I agree, the results of the recent studies merely prove that putting oil in
the water causes birds to follow the trail, which is fine if there is some
wind or the vessel is moving and as long as there is no 'food' evident in
the oil. 



-----Original Message-----
 On Behalf Of Roger Giller
Sent: Thursday, 20 July 2006 11:47 AM
To: Birding-Aus
Subject: Shark Liver Oil as a Seabird Deterent

Hi All, 

I know this was the subject of a previous thread but I was on digest mail
delivery at the time and could not add my two penneth-worth. Now back on
individual delivery and waited a while but no more messages on the thread so
I resurrected it.

In my earlier, pre-birding, days I used do a reasonable amount of off-shore
fishing from small boats. One technique we used was to berley with cut up
pilchards and small pieces of tuna etc. We were often plagued by "Mutton
Birds" which, when we thought we knew something about birds and wanted to
show off, we used to call Shearwaters. For a time we were not even aware
that there are different species of Shearwaters! How things have changed.

Anyhow, the birds would cluster around the back of the boat, stealing the
berley before it had time to sink and also chasing our baits with a very
real risk of being hooked. Our solution was to set up a slow drip of tuna
oil to create a slick behind the boat. We observed that most of the birds
would not alight on the water in the slick and  any that did would swim out
of it and sit on the water preening themselves vigorously.

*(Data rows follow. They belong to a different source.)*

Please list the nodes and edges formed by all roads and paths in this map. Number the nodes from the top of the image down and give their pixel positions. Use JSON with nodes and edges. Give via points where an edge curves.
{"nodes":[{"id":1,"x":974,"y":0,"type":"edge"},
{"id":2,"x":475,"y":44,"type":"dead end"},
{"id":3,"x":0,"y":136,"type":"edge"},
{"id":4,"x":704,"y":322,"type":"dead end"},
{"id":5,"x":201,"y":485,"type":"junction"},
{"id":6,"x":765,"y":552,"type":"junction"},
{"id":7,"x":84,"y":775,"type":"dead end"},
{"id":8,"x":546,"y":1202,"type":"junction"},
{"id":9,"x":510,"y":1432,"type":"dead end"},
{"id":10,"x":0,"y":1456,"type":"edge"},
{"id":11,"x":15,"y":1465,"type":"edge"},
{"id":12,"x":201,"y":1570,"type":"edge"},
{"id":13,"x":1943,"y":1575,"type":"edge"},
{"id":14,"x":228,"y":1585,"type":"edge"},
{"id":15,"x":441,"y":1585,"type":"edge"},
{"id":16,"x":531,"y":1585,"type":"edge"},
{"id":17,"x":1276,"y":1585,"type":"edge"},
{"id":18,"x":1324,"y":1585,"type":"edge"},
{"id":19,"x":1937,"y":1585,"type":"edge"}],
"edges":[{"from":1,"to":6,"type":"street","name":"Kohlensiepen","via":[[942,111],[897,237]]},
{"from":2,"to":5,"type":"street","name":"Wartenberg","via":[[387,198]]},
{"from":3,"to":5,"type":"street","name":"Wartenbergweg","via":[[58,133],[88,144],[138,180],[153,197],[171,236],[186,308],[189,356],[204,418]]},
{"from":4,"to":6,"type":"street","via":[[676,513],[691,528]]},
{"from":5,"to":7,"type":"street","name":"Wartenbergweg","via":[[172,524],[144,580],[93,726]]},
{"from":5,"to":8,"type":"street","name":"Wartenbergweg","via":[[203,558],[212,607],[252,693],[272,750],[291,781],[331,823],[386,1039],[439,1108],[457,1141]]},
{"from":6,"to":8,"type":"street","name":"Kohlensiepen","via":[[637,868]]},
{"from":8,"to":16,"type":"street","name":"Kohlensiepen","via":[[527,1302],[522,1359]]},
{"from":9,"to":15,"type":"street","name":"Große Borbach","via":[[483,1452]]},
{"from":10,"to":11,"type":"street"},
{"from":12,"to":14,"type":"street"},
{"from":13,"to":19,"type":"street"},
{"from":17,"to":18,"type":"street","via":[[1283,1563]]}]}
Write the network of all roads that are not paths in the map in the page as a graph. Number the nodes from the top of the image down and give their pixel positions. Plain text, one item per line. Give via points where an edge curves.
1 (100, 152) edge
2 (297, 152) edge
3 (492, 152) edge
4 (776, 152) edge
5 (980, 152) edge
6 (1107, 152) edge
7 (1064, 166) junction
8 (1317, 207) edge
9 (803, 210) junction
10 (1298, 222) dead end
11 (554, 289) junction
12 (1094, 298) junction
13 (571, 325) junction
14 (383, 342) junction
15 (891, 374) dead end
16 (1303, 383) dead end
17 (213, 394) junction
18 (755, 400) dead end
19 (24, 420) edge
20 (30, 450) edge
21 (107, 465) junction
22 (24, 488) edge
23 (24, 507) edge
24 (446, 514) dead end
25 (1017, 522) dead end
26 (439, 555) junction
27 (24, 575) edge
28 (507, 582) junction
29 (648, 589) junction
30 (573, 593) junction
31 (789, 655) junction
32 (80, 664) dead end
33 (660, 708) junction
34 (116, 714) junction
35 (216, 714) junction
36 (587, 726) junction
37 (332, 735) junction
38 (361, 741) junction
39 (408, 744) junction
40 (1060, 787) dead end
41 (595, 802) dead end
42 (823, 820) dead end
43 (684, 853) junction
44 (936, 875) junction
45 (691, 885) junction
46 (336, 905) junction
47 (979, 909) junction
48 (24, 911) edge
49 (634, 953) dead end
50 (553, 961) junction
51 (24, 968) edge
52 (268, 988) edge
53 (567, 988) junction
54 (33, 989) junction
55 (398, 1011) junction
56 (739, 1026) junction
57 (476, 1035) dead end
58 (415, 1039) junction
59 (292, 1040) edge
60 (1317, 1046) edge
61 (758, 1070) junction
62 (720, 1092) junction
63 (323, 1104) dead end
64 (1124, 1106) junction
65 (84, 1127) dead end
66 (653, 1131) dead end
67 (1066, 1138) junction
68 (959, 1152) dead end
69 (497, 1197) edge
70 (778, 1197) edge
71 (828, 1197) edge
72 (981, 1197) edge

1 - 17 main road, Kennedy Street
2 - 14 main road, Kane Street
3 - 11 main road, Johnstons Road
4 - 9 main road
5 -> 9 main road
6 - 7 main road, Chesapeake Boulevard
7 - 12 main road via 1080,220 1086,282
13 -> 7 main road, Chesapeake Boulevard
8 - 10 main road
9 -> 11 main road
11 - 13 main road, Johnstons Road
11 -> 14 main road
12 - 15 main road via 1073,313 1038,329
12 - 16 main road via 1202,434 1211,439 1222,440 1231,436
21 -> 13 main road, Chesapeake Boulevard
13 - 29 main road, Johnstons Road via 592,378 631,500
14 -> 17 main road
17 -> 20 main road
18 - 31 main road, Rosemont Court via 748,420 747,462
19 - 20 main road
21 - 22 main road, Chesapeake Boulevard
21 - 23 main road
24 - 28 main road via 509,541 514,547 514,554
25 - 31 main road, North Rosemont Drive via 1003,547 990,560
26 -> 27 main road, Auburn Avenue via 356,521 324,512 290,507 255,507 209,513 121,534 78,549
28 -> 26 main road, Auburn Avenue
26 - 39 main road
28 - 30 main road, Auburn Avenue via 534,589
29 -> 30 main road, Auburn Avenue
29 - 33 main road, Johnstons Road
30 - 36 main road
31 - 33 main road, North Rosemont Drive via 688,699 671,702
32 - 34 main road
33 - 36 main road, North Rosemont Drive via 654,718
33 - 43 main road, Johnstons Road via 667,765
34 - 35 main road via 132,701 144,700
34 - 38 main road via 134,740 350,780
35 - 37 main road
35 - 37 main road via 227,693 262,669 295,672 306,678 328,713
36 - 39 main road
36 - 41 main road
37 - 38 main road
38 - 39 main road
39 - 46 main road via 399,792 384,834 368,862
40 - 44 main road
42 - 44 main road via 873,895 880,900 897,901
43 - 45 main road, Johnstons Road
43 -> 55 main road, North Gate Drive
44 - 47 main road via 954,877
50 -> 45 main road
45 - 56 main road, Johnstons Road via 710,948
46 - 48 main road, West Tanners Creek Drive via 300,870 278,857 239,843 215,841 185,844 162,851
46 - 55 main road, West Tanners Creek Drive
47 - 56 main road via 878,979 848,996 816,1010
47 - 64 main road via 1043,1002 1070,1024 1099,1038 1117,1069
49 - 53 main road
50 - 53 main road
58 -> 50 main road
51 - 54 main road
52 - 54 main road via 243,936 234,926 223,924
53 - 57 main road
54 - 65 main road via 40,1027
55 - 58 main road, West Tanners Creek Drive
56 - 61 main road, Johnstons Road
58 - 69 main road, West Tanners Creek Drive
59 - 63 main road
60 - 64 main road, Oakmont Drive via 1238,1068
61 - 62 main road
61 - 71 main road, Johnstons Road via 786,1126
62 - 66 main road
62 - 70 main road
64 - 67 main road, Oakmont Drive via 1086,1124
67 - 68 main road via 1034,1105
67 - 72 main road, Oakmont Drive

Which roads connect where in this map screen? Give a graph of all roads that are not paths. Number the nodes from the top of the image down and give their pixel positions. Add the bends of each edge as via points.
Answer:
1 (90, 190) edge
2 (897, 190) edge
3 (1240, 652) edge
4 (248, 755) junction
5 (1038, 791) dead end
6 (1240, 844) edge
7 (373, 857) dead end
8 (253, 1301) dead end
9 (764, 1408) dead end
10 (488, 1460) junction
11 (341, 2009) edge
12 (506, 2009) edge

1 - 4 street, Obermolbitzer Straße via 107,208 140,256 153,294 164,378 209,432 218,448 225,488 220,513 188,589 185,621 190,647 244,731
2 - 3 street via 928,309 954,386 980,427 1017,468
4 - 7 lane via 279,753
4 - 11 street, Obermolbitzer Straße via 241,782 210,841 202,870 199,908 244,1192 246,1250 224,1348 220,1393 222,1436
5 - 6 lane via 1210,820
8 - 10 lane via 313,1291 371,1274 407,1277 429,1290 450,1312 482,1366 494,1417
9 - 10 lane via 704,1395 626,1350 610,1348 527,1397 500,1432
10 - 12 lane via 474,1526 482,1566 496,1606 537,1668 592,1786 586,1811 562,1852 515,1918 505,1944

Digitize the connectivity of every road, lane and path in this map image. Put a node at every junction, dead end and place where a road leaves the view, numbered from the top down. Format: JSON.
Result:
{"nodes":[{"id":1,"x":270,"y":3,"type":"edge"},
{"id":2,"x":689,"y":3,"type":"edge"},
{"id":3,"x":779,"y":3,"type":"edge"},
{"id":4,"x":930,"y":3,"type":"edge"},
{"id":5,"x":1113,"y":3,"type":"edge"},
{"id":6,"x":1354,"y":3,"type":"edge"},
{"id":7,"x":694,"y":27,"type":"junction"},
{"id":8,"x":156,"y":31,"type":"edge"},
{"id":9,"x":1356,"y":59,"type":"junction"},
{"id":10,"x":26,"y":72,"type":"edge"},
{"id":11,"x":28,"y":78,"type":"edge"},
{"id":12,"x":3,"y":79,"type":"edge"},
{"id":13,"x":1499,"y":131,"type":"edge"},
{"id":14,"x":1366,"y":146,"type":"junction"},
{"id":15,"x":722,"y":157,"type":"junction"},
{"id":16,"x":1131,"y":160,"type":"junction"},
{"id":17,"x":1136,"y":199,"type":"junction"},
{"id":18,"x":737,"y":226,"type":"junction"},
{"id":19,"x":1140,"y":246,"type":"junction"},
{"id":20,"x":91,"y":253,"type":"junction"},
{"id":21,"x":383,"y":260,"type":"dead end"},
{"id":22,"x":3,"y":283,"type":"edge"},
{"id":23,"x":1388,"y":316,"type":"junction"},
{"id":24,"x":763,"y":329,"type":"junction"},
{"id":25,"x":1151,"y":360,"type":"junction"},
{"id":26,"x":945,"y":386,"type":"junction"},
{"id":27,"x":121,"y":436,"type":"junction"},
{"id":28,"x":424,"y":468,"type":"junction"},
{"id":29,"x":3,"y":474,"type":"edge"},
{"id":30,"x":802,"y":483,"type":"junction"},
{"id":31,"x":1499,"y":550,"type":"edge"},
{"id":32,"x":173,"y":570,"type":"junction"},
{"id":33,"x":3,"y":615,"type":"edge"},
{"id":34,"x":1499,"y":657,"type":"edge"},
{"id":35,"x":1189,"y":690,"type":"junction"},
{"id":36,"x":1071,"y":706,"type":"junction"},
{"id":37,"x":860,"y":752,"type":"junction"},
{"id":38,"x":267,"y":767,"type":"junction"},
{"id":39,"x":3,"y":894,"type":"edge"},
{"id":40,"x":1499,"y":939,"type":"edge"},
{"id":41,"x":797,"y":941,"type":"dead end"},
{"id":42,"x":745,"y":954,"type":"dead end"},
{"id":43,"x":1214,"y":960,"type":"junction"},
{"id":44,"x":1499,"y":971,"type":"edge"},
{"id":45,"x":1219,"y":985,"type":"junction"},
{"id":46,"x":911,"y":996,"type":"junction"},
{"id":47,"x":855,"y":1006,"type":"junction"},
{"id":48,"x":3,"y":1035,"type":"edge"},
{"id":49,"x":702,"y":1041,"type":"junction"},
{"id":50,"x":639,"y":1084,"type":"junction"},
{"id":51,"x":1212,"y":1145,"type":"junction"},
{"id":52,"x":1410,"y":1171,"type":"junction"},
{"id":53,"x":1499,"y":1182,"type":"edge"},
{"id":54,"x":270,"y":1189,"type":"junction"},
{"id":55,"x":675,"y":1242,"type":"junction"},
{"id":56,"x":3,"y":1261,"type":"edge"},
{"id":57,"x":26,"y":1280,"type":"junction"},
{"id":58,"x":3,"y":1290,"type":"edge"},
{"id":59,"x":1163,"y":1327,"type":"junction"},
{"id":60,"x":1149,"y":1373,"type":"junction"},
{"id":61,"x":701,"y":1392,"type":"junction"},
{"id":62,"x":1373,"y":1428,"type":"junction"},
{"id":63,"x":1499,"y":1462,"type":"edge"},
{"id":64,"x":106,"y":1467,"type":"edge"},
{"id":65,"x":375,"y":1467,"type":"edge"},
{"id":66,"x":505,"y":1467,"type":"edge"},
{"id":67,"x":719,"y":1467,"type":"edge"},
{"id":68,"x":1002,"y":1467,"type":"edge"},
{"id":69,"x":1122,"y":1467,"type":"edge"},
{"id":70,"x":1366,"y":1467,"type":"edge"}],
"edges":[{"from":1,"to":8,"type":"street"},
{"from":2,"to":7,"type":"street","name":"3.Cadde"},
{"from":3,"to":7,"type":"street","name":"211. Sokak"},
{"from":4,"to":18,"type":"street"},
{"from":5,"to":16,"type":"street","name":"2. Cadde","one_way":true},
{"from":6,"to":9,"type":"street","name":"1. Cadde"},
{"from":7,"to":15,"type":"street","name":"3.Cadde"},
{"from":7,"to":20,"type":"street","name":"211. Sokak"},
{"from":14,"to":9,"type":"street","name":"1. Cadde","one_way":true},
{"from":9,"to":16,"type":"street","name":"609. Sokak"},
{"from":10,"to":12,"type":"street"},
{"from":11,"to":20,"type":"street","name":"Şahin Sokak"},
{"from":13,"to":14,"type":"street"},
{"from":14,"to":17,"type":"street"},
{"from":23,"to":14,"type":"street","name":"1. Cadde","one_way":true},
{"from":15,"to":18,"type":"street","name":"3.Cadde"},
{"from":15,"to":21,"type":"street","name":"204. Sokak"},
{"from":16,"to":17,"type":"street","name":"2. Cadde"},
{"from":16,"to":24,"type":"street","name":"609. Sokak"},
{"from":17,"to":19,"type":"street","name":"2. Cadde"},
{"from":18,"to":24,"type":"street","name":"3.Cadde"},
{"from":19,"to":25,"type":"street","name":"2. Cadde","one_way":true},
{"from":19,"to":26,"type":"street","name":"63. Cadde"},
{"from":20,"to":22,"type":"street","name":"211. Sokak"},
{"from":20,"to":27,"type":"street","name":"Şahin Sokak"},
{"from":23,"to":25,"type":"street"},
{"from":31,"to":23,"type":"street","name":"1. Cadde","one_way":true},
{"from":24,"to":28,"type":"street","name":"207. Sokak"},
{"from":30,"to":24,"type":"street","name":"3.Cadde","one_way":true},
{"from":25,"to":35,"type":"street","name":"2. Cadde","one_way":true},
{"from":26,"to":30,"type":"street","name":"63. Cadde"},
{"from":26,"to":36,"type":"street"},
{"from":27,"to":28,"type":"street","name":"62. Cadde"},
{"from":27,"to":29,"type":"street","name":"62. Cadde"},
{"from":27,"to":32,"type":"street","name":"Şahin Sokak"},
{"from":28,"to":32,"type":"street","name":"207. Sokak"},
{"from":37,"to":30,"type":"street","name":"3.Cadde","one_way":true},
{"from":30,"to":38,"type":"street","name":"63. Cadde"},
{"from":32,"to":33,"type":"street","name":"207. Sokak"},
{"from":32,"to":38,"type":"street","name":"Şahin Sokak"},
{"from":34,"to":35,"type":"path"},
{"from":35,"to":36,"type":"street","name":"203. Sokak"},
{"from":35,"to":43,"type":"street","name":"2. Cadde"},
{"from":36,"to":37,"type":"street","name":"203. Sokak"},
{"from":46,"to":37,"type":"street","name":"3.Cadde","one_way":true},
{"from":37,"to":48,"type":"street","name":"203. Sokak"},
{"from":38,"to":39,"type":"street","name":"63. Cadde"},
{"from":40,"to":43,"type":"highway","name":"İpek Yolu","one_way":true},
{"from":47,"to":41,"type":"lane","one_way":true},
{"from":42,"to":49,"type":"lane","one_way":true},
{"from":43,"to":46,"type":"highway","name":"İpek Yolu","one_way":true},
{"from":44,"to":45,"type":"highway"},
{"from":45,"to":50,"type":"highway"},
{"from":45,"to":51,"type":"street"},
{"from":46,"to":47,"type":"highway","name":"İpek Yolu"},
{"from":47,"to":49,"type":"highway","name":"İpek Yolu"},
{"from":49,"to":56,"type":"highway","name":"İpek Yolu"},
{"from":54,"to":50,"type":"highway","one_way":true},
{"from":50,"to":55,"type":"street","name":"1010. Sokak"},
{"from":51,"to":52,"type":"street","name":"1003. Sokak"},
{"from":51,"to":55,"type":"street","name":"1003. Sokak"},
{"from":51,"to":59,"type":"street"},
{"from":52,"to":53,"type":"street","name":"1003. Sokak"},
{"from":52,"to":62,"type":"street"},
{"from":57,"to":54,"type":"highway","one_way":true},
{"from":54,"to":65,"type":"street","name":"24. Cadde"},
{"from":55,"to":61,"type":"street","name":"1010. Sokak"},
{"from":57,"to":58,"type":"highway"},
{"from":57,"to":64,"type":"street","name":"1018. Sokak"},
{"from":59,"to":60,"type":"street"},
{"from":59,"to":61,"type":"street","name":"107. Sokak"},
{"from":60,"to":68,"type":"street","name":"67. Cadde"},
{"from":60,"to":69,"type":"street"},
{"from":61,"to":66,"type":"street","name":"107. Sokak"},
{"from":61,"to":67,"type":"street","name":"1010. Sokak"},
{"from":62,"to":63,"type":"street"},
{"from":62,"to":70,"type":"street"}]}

It was our belief
that the oil, even though in a very small quantity, was enough to upset the
birds "floatability". 

Perhaps it is the "oiliness" of the shark liver oil and not the shark odour
that keeps the birds away.

Roger Giller

To unsubscribe from this mailing list, 
send the message:
(in the body of the message, with no Subject line)

To unsubscribe from this mailing list, 
send the message:
(in the body of the message, with no Subject line)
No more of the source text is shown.